** Opening Raw data block **
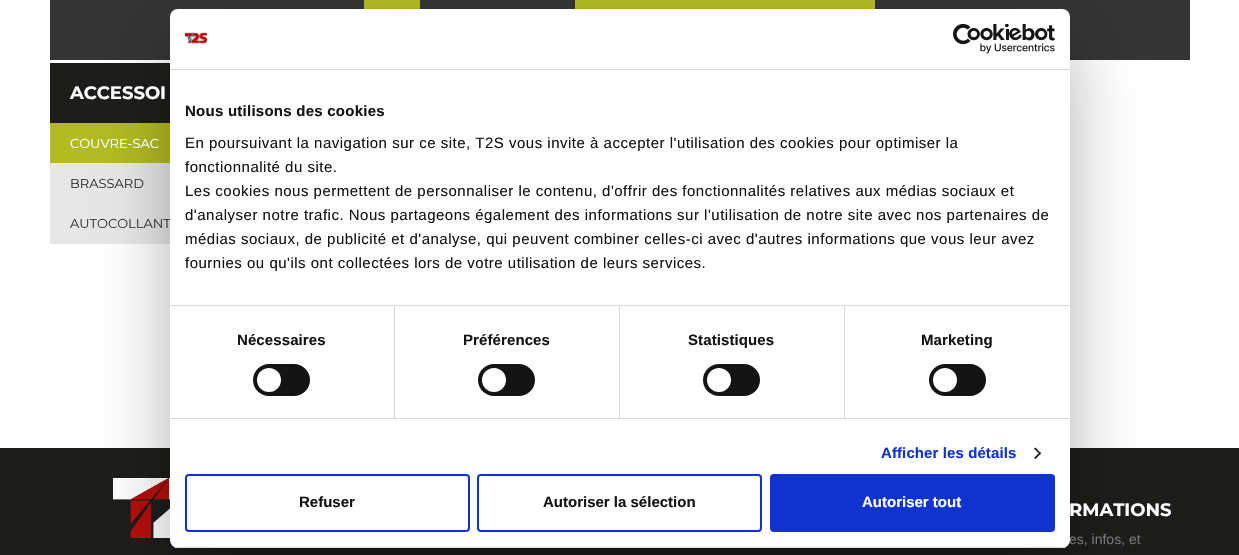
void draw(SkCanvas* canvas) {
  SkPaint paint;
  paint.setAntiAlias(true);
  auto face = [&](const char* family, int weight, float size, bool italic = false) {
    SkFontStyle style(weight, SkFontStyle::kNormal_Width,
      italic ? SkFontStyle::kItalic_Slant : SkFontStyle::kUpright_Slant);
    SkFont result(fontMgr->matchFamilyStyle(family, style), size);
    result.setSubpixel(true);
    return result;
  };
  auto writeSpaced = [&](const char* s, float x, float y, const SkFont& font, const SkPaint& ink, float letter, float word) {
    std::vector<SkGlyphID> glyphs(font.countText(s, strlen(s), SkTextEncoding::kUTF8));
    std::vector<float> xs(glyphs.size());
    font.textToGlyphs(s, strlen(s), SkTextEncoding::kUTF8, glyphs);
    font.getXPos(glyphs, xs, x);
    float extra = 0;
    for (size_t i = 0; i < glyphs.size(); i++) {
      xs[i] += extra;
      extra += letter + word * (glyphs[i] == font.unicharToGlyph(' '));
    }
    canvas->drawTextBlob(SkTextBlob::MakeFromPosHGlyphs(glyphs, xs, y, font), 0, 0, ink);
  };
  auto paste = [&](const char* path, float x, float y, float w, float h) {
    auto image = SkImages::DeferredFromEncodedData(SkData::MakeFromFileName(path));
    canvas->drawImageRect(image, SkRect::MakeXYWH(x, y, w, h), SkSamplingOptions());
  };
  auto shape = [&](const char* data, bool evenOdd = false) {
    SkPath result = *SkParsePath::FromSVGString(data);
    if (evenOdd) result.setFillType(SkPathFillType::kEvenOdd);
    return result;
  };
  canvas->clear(0xffffffff);
  {
    const struct { float x, y, w, h; SkColor color; } items[] = {
      {50, 0, 1140, 60, 0xff353536},
      {364, 0, 56, 9, 0xffb2bb22},
      {575, 0, 300, 9, 0xffb2bb22},
      {50, 63, 120, 60, 0xff1d1d1b},
      {50, 163, 120, 81, 0xffe7e7e7},
      {50, 123, 120, 40, 0xffb2bb22},
      {0, 448, 1239, 107, 0xff1d1d1b},
    };
    for (auto [x, y, w, h, color] : items) {
      paint.setColor(color);
      canvas->drawRect(SkRect::MakeXYWH(x, y, w, h), paint);
    }
  }
  paste("img/1.png", 113, 478, 57, 60);
  paint.setColor(0x4d000000);
  paint.setMaskFilter(SkMaskFilter::MakeBlur(kNormal_SkBlurStyle, 34));
  canvas->drawRoundRect(SkRect::MakeXYWH(170, 41, 900, 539), 8, 8, paint);
  paint.setMaskFilter(nullptr);
  auto f0 = face("Montserrat", 700, 18);
  paint.setColor(0xffffffff);
  canvas->drawString("ACCESSOI", 70, 99, f0, paint);
  auto f1 = face("Montserrat", 400, 13);
  canvas->drawString("COUVRE-SAC", 70, 148, f1, paint);
  paint.setColor(0xff333333);
  canvas->drawString("BRASSARD", 70, 188, f1, paint);
  canvas->drawString("AUTOCOLLANT", 70, 228, f1, paint);
  paint.setColor(0xffffffff);
  canvas->drawString("RMATIONS", 1069, 516, f0, paint);
  auto f2 = face("Liberation Sans", 400, 14);
  paint.setColor(0xff777777);
  canvas->drawString("es, infos, et", 1069, 544, f2, paint);
  paint.setColor(0xffffffff);
  canvas->drawRoundRect(SkRect::MakeXYWH(170, 9, 900, 539), 8, 8, paint);
  paint.setColor(0xffd6d6d6);
  canvas->drawRect(SkRect::MakeXYWH(170, 69, 900, 1), paint);
  paste("img/2.png", 185, 32, 22, 12);
  paste("img/3.png", 953, 24, 102, 30);
  canvas->drawRect(SkRect::MakeXYWH(170, 305, 900, 1), paint);
  auto f3 = face("Liberation Sans", 700, 15);
  paint.setColor(0xff141414);
  writeSpaced("Nous utilisons des cookies", 185, 116, f3, paint, 0.25f, 0);
  auto f4 = face("Liberation Sans", 400, 15);
  {
    const struct { const char* s; float x, y; } items[] = {
      {"En poursuivant la navigation sur ce site, T2S vous invite à accepter l'utilisation des cookies pour optimiser la", 185, 148},
      {"fonctionnalité du site.", 185, 172},
      {"Les cookies nous permettent de personnaliser le contenu, d'offrir des fonctionnalités relatives aux médias sociaux et", 185, 196},
      {"d'analyser notre trafic. Nous partageons également des informations sur l'utilisation de notre site avec nos partenaires de", 185, 220},
      {"médias sociaux, de publicité et d'analyse, qui peuvent combiner celles-ci avec d'autres informations que vous leur avez", 185, 244},
      {"fournies ou qu'ils ont collectées lors de votre utilisation de leurs services.", 185, 268},
    };
    for (auto [s, x, y] : items) {
      writeSpaced(s, x, y, f4, paint, 0.5f, 0);
    }
  }
  paint.setColor(0xffd6d6d6);
  canvas->drawRect(SkRect::MakeXYWH(170, 418, 900, 1), paint);
  canvas->drawRect(SkRect::MakeXYWH(394, 306, 1, 112), paint);
  paint.setColor(0xff141414);
  writeSpaced("Nécessaires", 237, 345, f3, paint, 0.1f, 0);
  canvas->drawRoundRect(SkRect::MakeXYWH(253, 364, 57, 32), 16, 16, paint);
  paint.setColor(0xffffffff);
  canvas->drawCircle(269, 380, 12, paint);
  paint.setColor(0xffd6d6d6);
  canvas->drawRect(SkRect::MakeXYWH(619, 306, 1, 112), paint);
  paint.setColor(0xff141414);
  writeSpaced("Préférences", 463, 345, f3, paint, 0.1f, 0);
  canvas->drawRoundRect(SkRect::MakeXYWH(478, 364, 57, 32), 16, 16, paint);
  paint.setColor(0xffffffff);
  canvas->drawCircle(494, 380, 12, paint);
  paint.setColor(0xffd6d6d6);
  canvas->drawRect(SkRect::MakeXYWH(844, 306, 1, 112), paint);
  paint.setColor(0xff141414);
  writeSpaced("Statistiques", 688, 345, f3, paint, 0.1f, 0);
  canvas->drawRoundRect(SkRect::MakeXYWH(703, 364, 57, 32), 16, 16, paint);
  paint.setColor(0xffffffff);
  canvas->drawCircle(719, 380, 12, paint);
  paint.setColor(0xff141414);
  writeSpaced("Marketing", 921, 345, f3, paint, 0.1f, 0);
  canvas->drawRoundRect(SkRect::MakeXYWH(929, 364, 57, 32), 16, 16, paint);
  paint.setColor(0xffffffff);
  canvas->drawCircle(945, 380, 12, paint);
  paint.setColor(0xff1032cf);
  writeSpaced("Afficher les détails", 881, 458, f3, paint, 0.1f, 0);
  paint.setColor(0xff141414);
  canvas->drawPath(shape("M1035.5 447.5L1041 453.5L1040 454.5L1034 448.5Z"), paint);
  canvas->drawPath(shape("M1040 452L1041 453.5L1035.5 459L1034 458Z"), paint);
  canvas->save();
  canvas->clipPath(shape("M178 9H1062C1066.5 9 1070 12.5 1070 17V540C1070 544.5 1066.5 548 1062 548H178C173.5 548 170 544.5 170 540V17C170 12.5 173.5 9 178 9Z"), true);
  paint.setColor(0xffd6d6d6);
  canvas->drawRect(SkRect::MakeXYWH(170, 547, 900, 1), paint);
  canvas->restore();
  paint.setStroke(true);
  paint.setStrokeWidth(2);
  paint.setColor(0xff1032cf);
  canvas->drawRoundRect(SkRect::MakeXYWH(186, 475, 283, 56), 3, 3, paint);
  paint.setStroke(false);
  paint.setColor(0xff141414);
  canvas->drawString("Refuser", 299, 507, f3, paint);
  paint.setStroke(true);
  paint.setColor(0xff1032cf);
  canvas->drawRoundRect(SkRect::MakeXYWH(478, 475, 283, 56), 3, 3, paint);
  paint.setStroke(false);
  paint.setColor(0xff141414);
  canvas->drawString("Autoriser la sélection", 543, 507, f3, paint);
  paint.setColor(0xff1032cf);
  canvas->drawRoundRect(SkRect::MakeXYWH(771, 475, 283, 56), 3, 3, paint);
  paint.setStroke(true);
  canvas->drawRoundRect(SkRect::MakeXYWH(771, 475, 283, 56), 3, 3, paint);
  paint.setStroke(false);
  paint.setColor(0xffffffff);
  canvas->drawString("Autoriser tout", 862, 507, f3, paint);
}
** Closing Raw data block **
Problem
The lines to return are those in the material above that hold "size".

Response box
  auto face = [&](const char* family, int weight, float size, bool italic = false) {
    SkFont result(fontMgr->matchFamilyStyle(family, style), size);
    std::vector<float> xs(glyphs.size());
    for (size_t i = 0; i < glyphs.size(); i++) {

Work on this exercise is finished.